Qu’en est-il des autres secteurs économiques ?

Prenons le cas du secteur des assurances où la présence américaine est insignifiante. American In Group (AIG) avait prospecté le marché algérien, puis renoncé. GAM assurances a été cédée par la Ciar, compagnie algérienne privée, à MP America, un centre de placement américain qui était déjà présent en Algérie.
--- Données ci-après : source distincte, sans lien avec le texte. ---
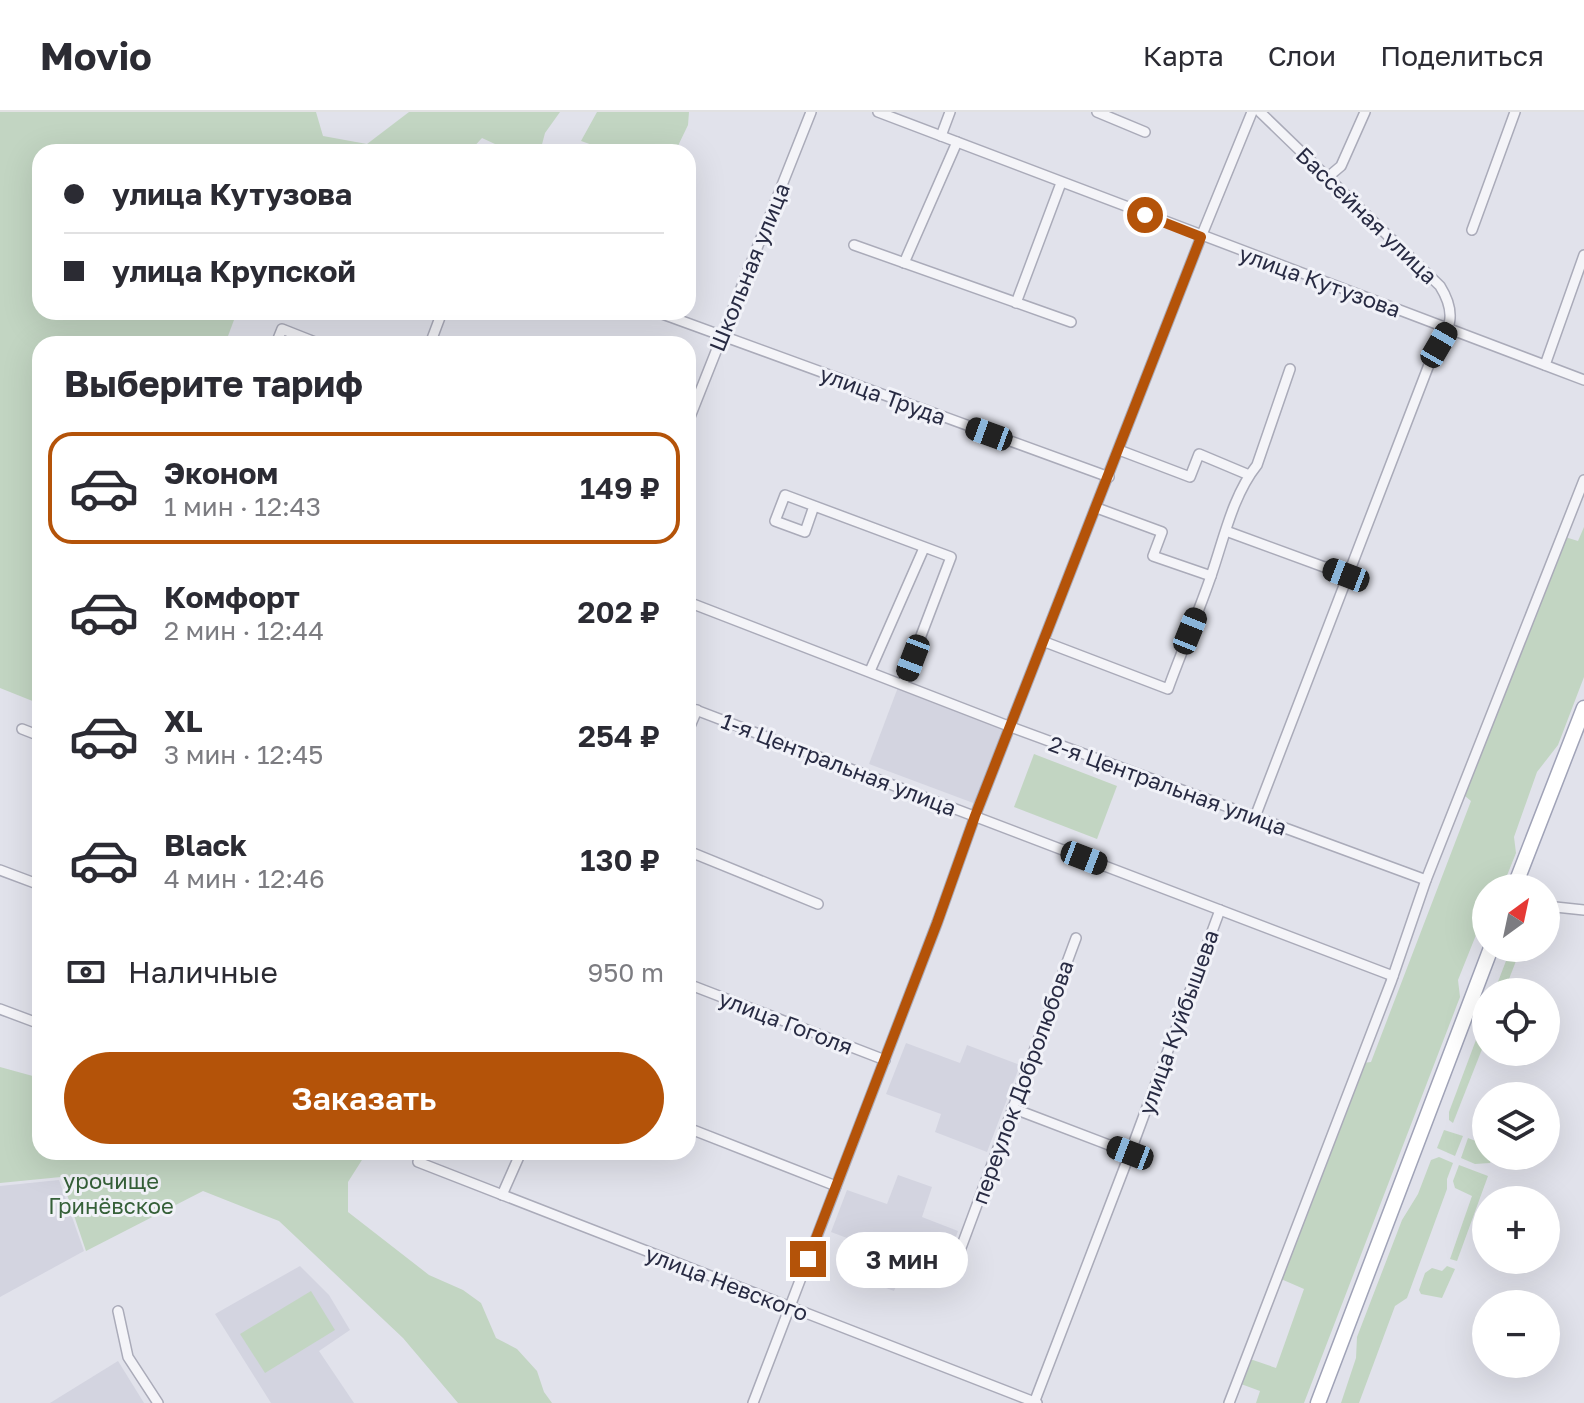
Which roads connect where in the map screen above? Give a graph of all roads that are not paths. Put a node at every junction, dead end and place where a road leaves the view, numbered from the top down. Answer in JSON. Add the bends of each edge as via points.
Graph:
{"nodes":[{"id":1,"x":811,"y":112,"type":"edge"},
{"id":2,"x":878,"y":112,"type":"edge"},
{"id":3,"x":950,"y":112,"type":"edge"},
{"id":4,"x":1097,"y":112,"type":"edge"},
{"id":5,"x":1252,"y":112,"type":"edge"},
{"id":6,"x":1260,"y":112,"type":"edge"},
{"id":7,"x":1365,"y":112,"type":"edge"},
{"id":8,"x":1515,"y":112,"type":"edge"},
{"id":9,"x":1145,"y":132,"type":"dead end"},
{"id":10,"x":941,"y":136,"type":"junction"},
{"id":11,"x":957,"y":142,"type":"junction"},
{"id":12,"x":1328,"y":177,"type":"junction"},
{"id":13,"x":1061,"y":183,"type":"junction"},
{"id":14,"x":1472,"y":230,"type":"dead end"},
{"id":15,"x":1201,"y":237,"type":"junction"},
{"id":16,"x":854,"y":245,"type":"dead end"},
{"id":17,"x":1584,"y":255,"type":"edge"},
{"id":18,"x":904,"y":263,"type":"junction"},
{"id":19,"x":1016,"y":303,"type":"junction"},
{"id":20,"x":677,"y":320,"type":"edge"},
{"id":21,"x":1071,"y":322,"type":"dead end"},
{"id":22,"x":1448,"y":329,"type":"junction"},
{"id":23,"x":279,"y":336,"type":"edge"},
{"id":24,"x":300,"y":336,"type":"edge"},
{"id":25,"x":721,"y":337,"type":"junction"},
{"id":26,"x":1545,"y":365,"type":"junction"},
{"id":27,"x":1290,"y":369,"type":"dead end"},
{"id":28,"x":1584,"y":380,"type":"edge"},
{"id":29,"x":696,"y":401,"type":"edge"},
{"id":30,"x":1119,"y":450,"type":"junction"},
{"id":31,"x":1249,"y":475,"type":"junction"},
{"id":32,"x":1109,"y":477,"type":"junction"},
{"id":33,"x":1584,"y":480,"type":"edge"},
{"id":34,"x":814,"y":506,"type":"junction"},
{"id":35,"x":1097,"y":508,"type":"junction"},
{"id":36,"x":1226,"y":531,"type":"junction"},
{"id":37,"x":924,"y":548,"type":"junction"},
{"id":38,"x":1346,"y":575,"type":"junction"},
{"id":39,"x":1211,"y":576,"type":"junction"},
{"id":40,"x":696,"y":605,"type":"edge"},
{"id":41,"x":1045,"y":642,"type":"junction"},
{"id":42,"x":870,"y":671,"type":"junction"},
{"id":43,"x":903,"y":683,"type":"junction"},
{"id":44,"x":1584,"y":708,"type":"edge"},
{"id":45,"x":696,"y":710,"type":"edge"},
{"id":46,"x":1011,"y":727,"type":"junction"},
{"id":47,"x":22,"y":729,"type":"dead end"},
{"id":48,"x":32,"y":733,"type":"edge"},
{"id":49,"x":975,"y":816,"type":"junction"},
{"id":50,"x":1255,"y":817,"type":"junction"},
{"id":51,"x":696,"y":854,"type":"edge"},
{"id":52,"x":0,"y":870,"type":"edge"},
{"id":53,"x":1519,"y":874,"type":"edge"},
{"id":54,"x":1426,"y":880,"type":"junction"},
{"id":55,"x":32,"y":882,"type":"edge"},
{"id":56,"x":818,"y":904,"type":"dead end"},
{"id":57,"x":1560,"y":907,"type":"edge"},
{"id":58,"x":1220,"y":910,"type":"junction"},
{"id":59,"x":1584,"y":910,"type":"edge"},
{"id":60,"x":1076,"y":938,"type":"dead end"},
{"id":61,"x":1486,"y":962,"type":"edge"},
{"id":62,"x":1393,"y":976,"type":"junction"},
{"id":63,"x":696,"y":987,"type":"edge"},
{"id":64,"x":0,"y":1009,"type":"edge"},
{"id":65,"x":32,"y":1021,"type":"edge"},
{"id":66,"x":885,"y":1060,"type":"junction"},
{"id":67,"x":1012,"y":1108,"type":"junction"},
{"id":68,"x":696,"y":1131,"type":"edge"},
{"id":69,"x":1130,"y":1153,"type":"junction"},
{"id":70,"x":517,"y":1160,"type":"edge"},
{"id":71,"x":418,"y":1162,"type":"dead end"},
{"id":72,"x":836,"y":1186,"type":"junction"},
{"id":73,"x":502,"y":1195,"type":"junction"},
{"id":74,"x":952,"y":1272,"type":"dead end"},
{"id":75,"x":790,"y":1307,"type":"junction"},
{"id":76,"x":118,"y":1311,"type":"dead end"},
{"id":77,"x":158,"y":1403,"type":"edge"},
{"id":78,"x":753,"y":1403,"type":"edge"},
{"id":79,"x":1035,"y":1403,"type":"edge"},
{"id":80,"x":1229,"y":1403,"type":"edge"},
{"id":81,"x":1318,"y":1403,"type":"edge"}],
"edges":[{"from":1,"to":25,"type":"street","name":"Школьная улица"},
{"from":2,"to":10,"type":"street","name":"улица Кутузова"},
{"from":3,"to":10,"type":"street"},
{"from":4,"to":9,"type":"street"},
{"from":5,"to":15,"type":"street"},
{"from":6,"to":12,"type":"street","name":"Бассейная улица"},
{"from":7,"to":12,"type":"street","via":[[1341,166]]},
{"from":8,"to":14,"type":"street"},
{"from":10,"to":11,"type":"street","name":"улица Кутузова"},
{"from":11,"to":13,"type":"street","name":"улица Кутузова"},
{"from":11,"to":18,"type":"street"},
{"from":12,"to":22,"type":"street","name":"Бассейная улица","via":[[1440,286],[1450,301]]},
{"from":13,"to":15,"type":"street","name":"улица Кутузова"},
{"from":13,"to":19,"type":"street"},
{"from":15,"to":22,"type":"street","name":"улица Кутузова"},
{"from":15,"to":30,"type":"street"},
{"from":16,"to":18,"type":"street"},
{"from":17,"to":26,"type":"street"},
{"from":18,"to":19,"type":"street"},
{"from":19,"to":21,"type":"street"},
{"from":20,"to":25,"type":"street","name":"улица Труда"},
{"from":22,"to":26,"type":"street","name":"улица Кутузова"},
{"from":22,"to":38,"type":"street"},
{"from":23,"to":24,"type":"street","via":[[282,329]]},
{"from":25,"to":29,"type":"street","name":"Школьная улица"},
{"from":25,"to":32,"type":"street","name":"улица Труда"},
{"from":26,"to":28,"type":"street","name":"улица Кутузова"},
{"from":27,"to":31,"type":"street"},
{"from":30,"to":31,"type":"street","via":[[1190,477],[1199,454]]},
{"from":30,"to":32,"type":"street"},
{"from":31,"to":36,"type":"street"},
{"from":32,"to":35,"type":"street"},
{"from":33,"to":54,"type":"street"},
{"from":34,"to":34,"type":"street","via":[[785,495],[775,521],[805,532]]},
{"from":34,"to":37,"type":"street"},
{"from":35,"to":39,"type":"street","via":[[1162,532],[1153,556]]},
{"from":35,"to":41,"type":"street"},
{"from":36,"to":38,"type":"street"},
{"from":36,"to":39,"type":"street"},
{"from":37,"to":42,"type":"street"},
{"from":37,"to":43,"type":"street","via":[[951,557]]},
{"from":38,"to":50,"type":"street"},
{"from":39,"to":41,"type":"street","via":[[1168,689]]},
{"from":40,"to":42,"type":"street","name":"2-я Центральная улица"},
{"from":41,"to":46,"type":"street"},
{"from":42,"to":43,"type":"street","name":"2-я Центральная улица"},
{"from":43,"to":46,"type":"street","name":"2-я Центральная улица"},
{"from":44,"to":53,"type":"main road"},
{"from":45,"to":49,"type":"street","name":"1-я Центральная улица"},
{"from":46,"to":49,"type":"street"},
{"from":46,"to":50,"type":"street","name":"2-я Центральная улица"},
{"from":47,"to":48,"type":"street"},
{"from":49,"to":58,"type":"street","name":"1-я Центральная улица"},
{"from":49,"to":66,"type":"street"},
{"from":50,"to":54,"type":"street","name":"2-я Центральная улица"},
{"from":51,"to":56,"type":"street"},
{"from":52,"to":55,"type":"street"},
{"from":54,"to":62,"type":"street"},
{"from":57,"to":59,"type":"street"},
{"from":58,"to":62,"type":"street","name":"1-я Центральная улица"},
{"from":58,"to":69,"type":"street","name":"улица Куйбышева"},
{"from":60,"to":67,"type":"street","name":"переулок Добролюбова"},
{"from":61,"to":81,"type":"main road"},
{"from":62,"to":80,"type":"street"},
{"from":63,"to":66,"type":"street","name":"улица Гоголя"},
{"from":64,"to":65,"type":"street"},
{"from":66,"to":72,"type":"street"},
{"from":67,"to":69,"type":"street"},
{"from":67,"to":74,"type":"street","name":"переулок Добролюбова"},
{"from":68,"to":72,"type":"street"},
{"from":69,"to":79,"type":"street","name":"улица Куйбышева"},
{"from":70,"to":73,"type":"street"},
{"from":71,"to":73,"type":"street","name":"улица Невского"},
{"from":72,"to":75,"type":"street"},
{"from":73,"to":75,"type":"street","name":"улица Невского"},
{"from":75,"to":78,"type":"street"},
{"from":75,"to":79,"type":"street","name":"улица Невского"},
{"from":76,"to":77,"type":"street","via":[[128,1357]]}]}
Les Etats- Unis d’Amérique sont fortement présents, par contre, sur le marché de la réassurance – autrement plus rémunérateur —auprès de grands groupes algériens, notamment Sonatrach — à travers les sociétés Remark, EON et AI. Vous le voyez bien, en matière de coopération économique, nous sommes loin, au total, du niveau stratégique. Mais les Etats-Unis d’Amérique qui misent sur le temps ne semblent pas pressés. L’ambassadeur américain David Pearce alors qu’il quittait, en juin 2012, son poste à Alger, a pu noter «que 80 sociétés américaines étaient implantées en Algérie en 2012 alors que leur nombre était seulement de 35 en 1995». M. David Pearce n’en faisait pas, pour autant, un titre de gloire puisqu’il ajoutait : «Il y a de la bureaucratie, les choses ne sont pas faciles. Mais, nous persévérerons.» Il paraît inutile, enfin, de s’attarder sur la présence indirecte, somme toute marginale, des Etats-Unis d’Amérique dans le domaine de l’automobile – Chevrolet et Ford —, de l’agroalimentaire – Coca-Cola, Pepsi-Cola — et du tourisme – Hilton, Sheraton et Mariot —.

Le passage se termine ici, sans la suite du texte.